A coffeehouse, coffee shop or café (sometimes spelled cafe) is an establishment which primarily serves hot coffee, related coffee beverages (e.g., café latte, cappuccino, espresso), tea, and other hot beverages. Some coffeehouses also serve cold beverages such as iced coffee and iced tea. Many cafés also serve some type of food, such as light snacks, muffins or pastries. Coffeehouses range from owner-operated small businesses to large multinational corporations.
In continental Europe, cafés often serve alcoholic beverages and light food, but elsewhere the term "café" may also refer to a tea room, "greasy spoon" (a small and inexpensive restaurant, colloquially called a "caff"), transport café, or other casual eating and drinking place. A coffeehouse may share some of the same characteristics of a bar or restaurant, but it is different from a cafeteria. Many coffeehouses in the Middle East and in West Asian immigrant districts in the Western world offer shisha (nargile in Greek and Turkish), flavored tobacco smoked through a hookah. Espresso bars are a type of coffeehouse that specializes in serving espresso and espresso-based drinks.

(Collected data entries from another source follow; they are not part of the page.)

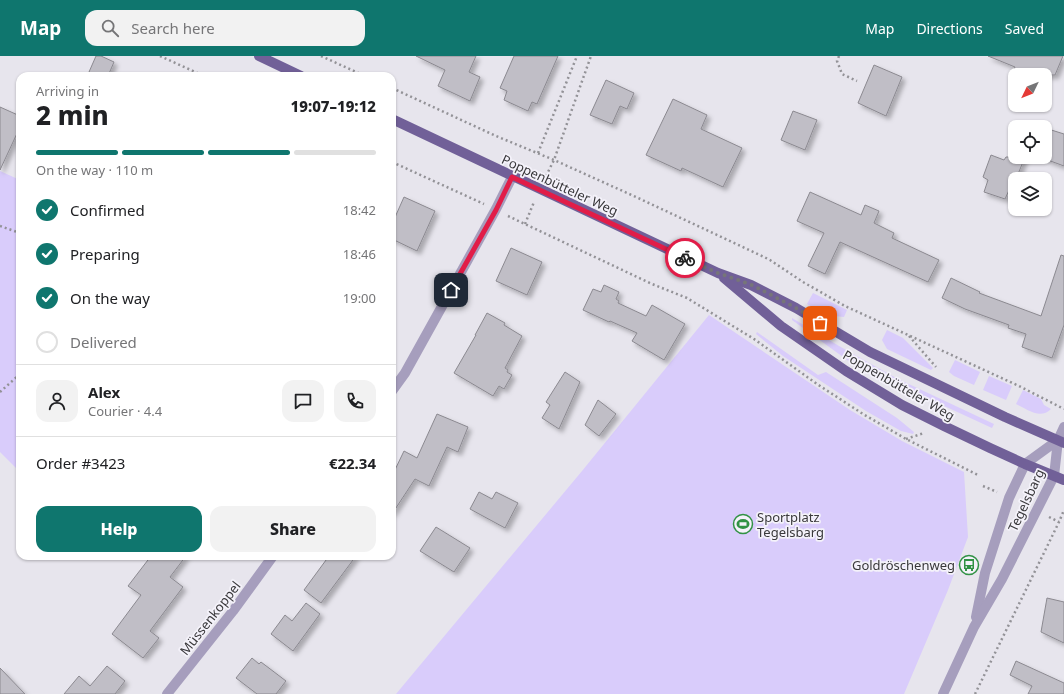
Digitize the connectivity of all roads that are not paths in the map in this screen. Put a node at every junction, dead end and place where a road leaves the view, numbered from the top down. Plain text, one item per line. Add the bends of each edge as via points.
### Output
1 (259, 56) edge
2 (293, 72) edge
3 (396, 121) edge
4 (512, 177) junction
5 (718, 273) junction
6 (396, 385) edge
7 (1064, 427) edge
8 (1061, 442) edge
9 (1025, 464) junction
10 (1054, 476) junction
11 (1064, 480) edge
12 (270, 560) edge
13 (974, 627) junction
14 (167, 694) edge
15 (943, 694) edge

1 - 2 main road
3 - 4 main road, Poppenbütteler Weg
4 - 5 main road, Poppenbütteler Weg
4 - 6 street via 496,210
5 - 8 main road, Poppenbütteler Weg via 752,285 870,352
5 - 9 main road, Poppenbütteler Weg via 781,326 846,372 902,405
7 - 8 street
8 - 9 street, Tegelsbarg
8 - 10 street, Tegelsbarg
9 - 10 main road, Poppenbütteler Weg
9 - 13 street, Tegelsbarg via 1009,498 985,573
10 - 11 main road, Poppenbütteler Weg
10 - 13 street, Tegelsbarg
12 - 14 street, Müssenkoppel
13 - 15 street, Tegelsbarg

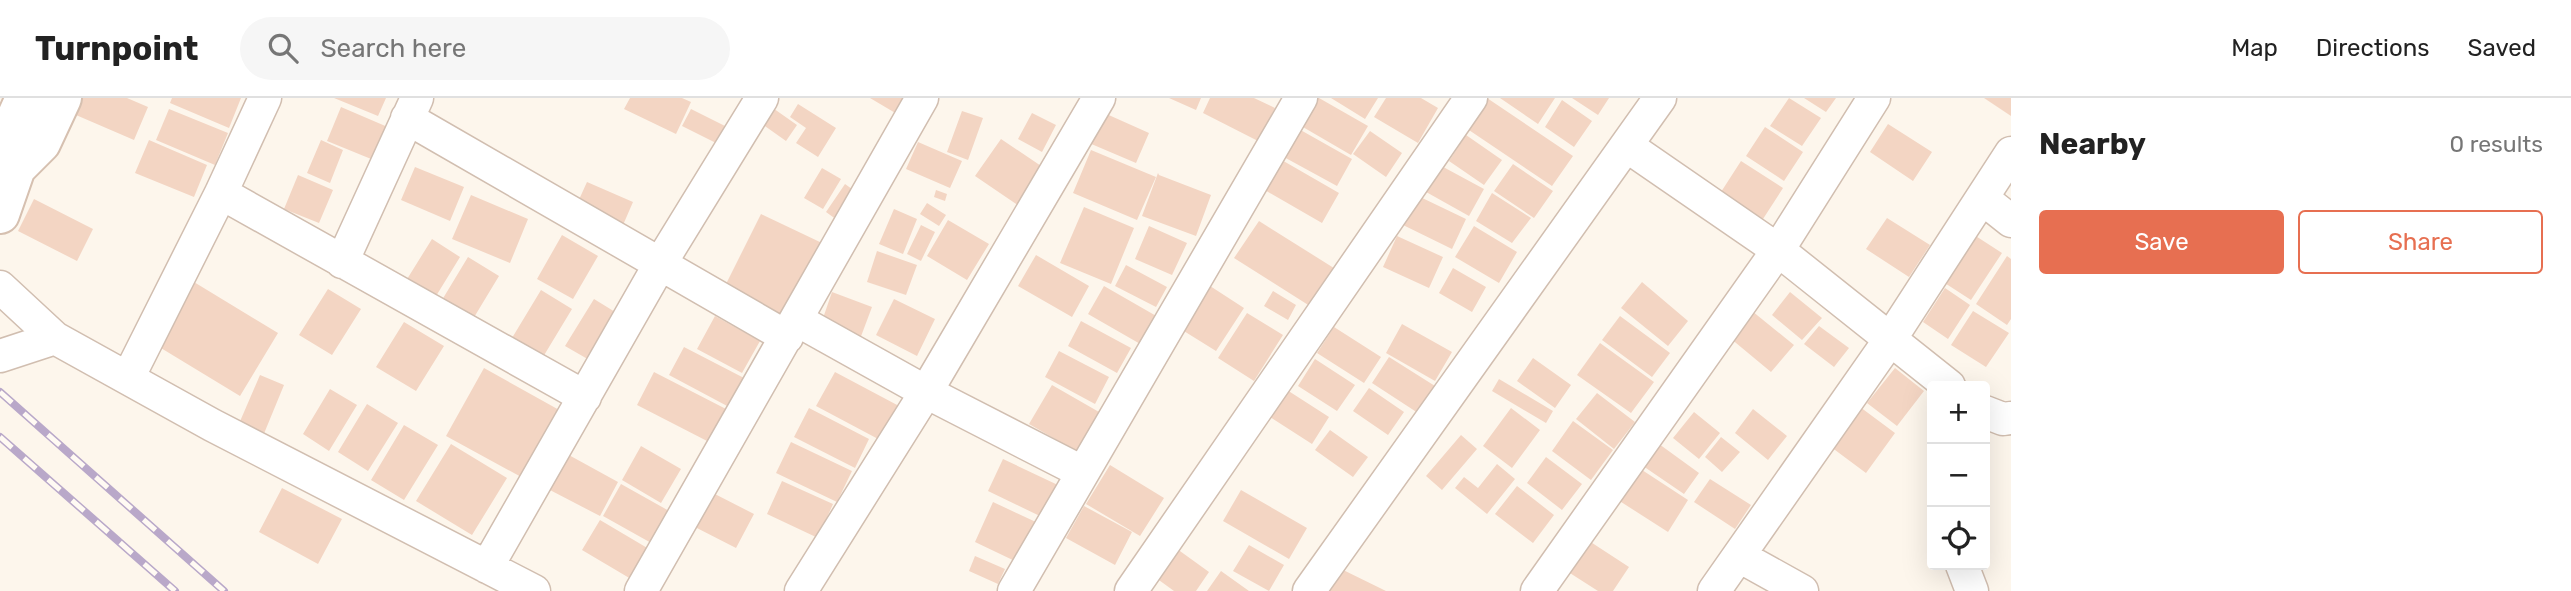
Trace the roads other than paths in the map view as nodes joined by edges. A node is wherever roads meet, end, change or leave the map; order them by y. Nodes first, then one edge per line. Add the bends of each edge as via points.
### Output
1 (25, 98) edge
2 (62, 98) edge
3 (265, 98) edge
4 (762, 98) edge
5 (922, 98) edge
6 (1098, 98) edge
7 (1301, 98) edge
8 (1660, 98) edge
9 (1874, 98) edge
10 (1463, 100) edge
11 (412, 108) edge
12 (1627, 146) junction
13 (2011, 153) edge
14 (16, 168) junction
15 (221, 193) junction
16 (1982, 198) junction
17 (0, 214) edge
18 (2011, 221) edge
19 (1777, 250) junction
20 (342, 262) junction
21 (660, 264) junction
22 (0, 288) edge
23 (792, 328) junction
24 (55, 338) junction
25 (1889, 341) junction
26 (0, 356) edge
27 (128, 379) junction
28 (1942, 381) edge
29 (926, 392) junction
30 (584, 397) junction
31 (1082, 472) junction
32 (1739, 556) junction
33 (487, 567) junction
34 (1964, 570) edge
35 (534, 591) edge
36 (641, 591) edge
37 (801, 591) edge
38 (1014, 591) edge
39 (1131, 591) edge
40 (1309, 591) edge
41 (1537, 591) edge
42 (1714, 591) edge
43 (1802, 591) edge
44 (1972, 591) edge

1 - 14 street via 12,127
2 - 14 street via 41,143
3 - 15 street
4 - 21 street
5 - 23 street
6 - 29 street
7 - 31 street
8 - 12 street
9 - 19 street
10 - 39 street
11 - 20 street
11 - 21 street
12 - 19 street
12 - 40 street
13 - 16 street
14 - 17 street
15 - 20 street
15 - 27 street
16 - 18 street
16 - 25 street
19 - 25 street
19 - 41 street
20 - 30 street
21 - 23 street
21 - 30 street
22 - 24 street
23 - 29 street
23 - 36 street
24 - 26 street
24 - 27 street
25 - 28 street
25 - 32 street
27 - 33 street
29 - 31 street
29 - 37 street
30 - 33 street
31 - 38 street
32 - 42 street
32 - 43 street
33 - 35 street
34 - 44 street

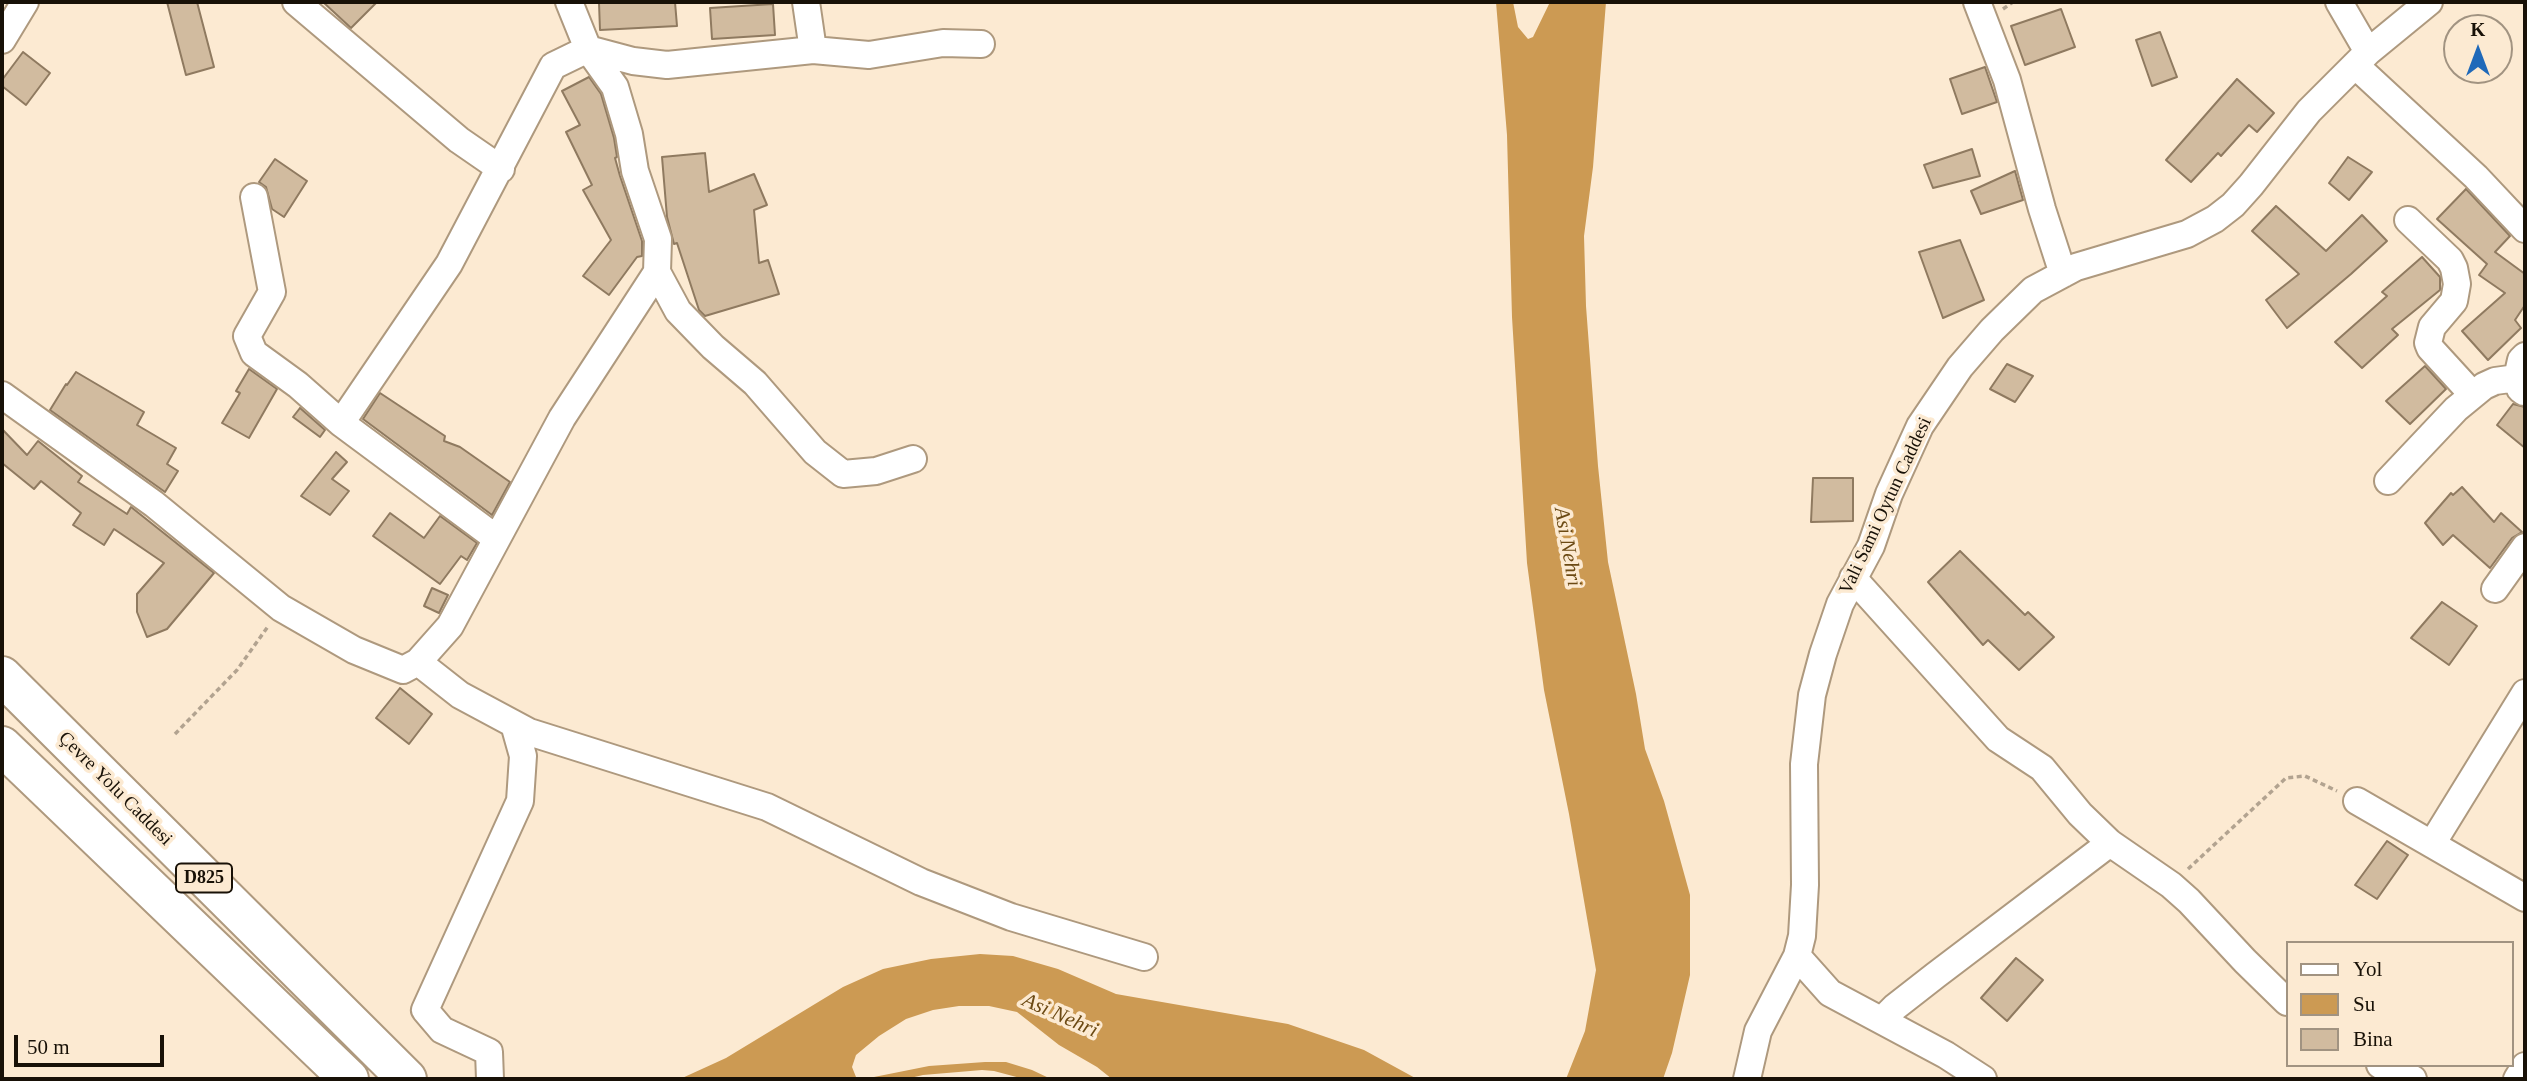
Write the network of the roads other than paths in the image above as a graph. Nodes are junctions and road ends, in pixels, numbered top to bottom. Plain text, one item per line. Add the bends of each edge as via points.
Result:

From a cultural standpoint, coffeehouses largely serve as centers of social interaction: the coffeehouse provides patrons with a place to congregate, talk, read, write, entertain one another, or pass the time, whether individually or in small groups. Since the development of Wi-Fi, coffeehouses with this capability have also become places for patrons to access the Internet on their laptops and tablet computers. A coffeehouse can serve as an informal club for its regular members. As early as the 1950s Beatnik era and the 1960s folk music scene, coffeehouses have hosted singer-songwriter performances, typically in the evening.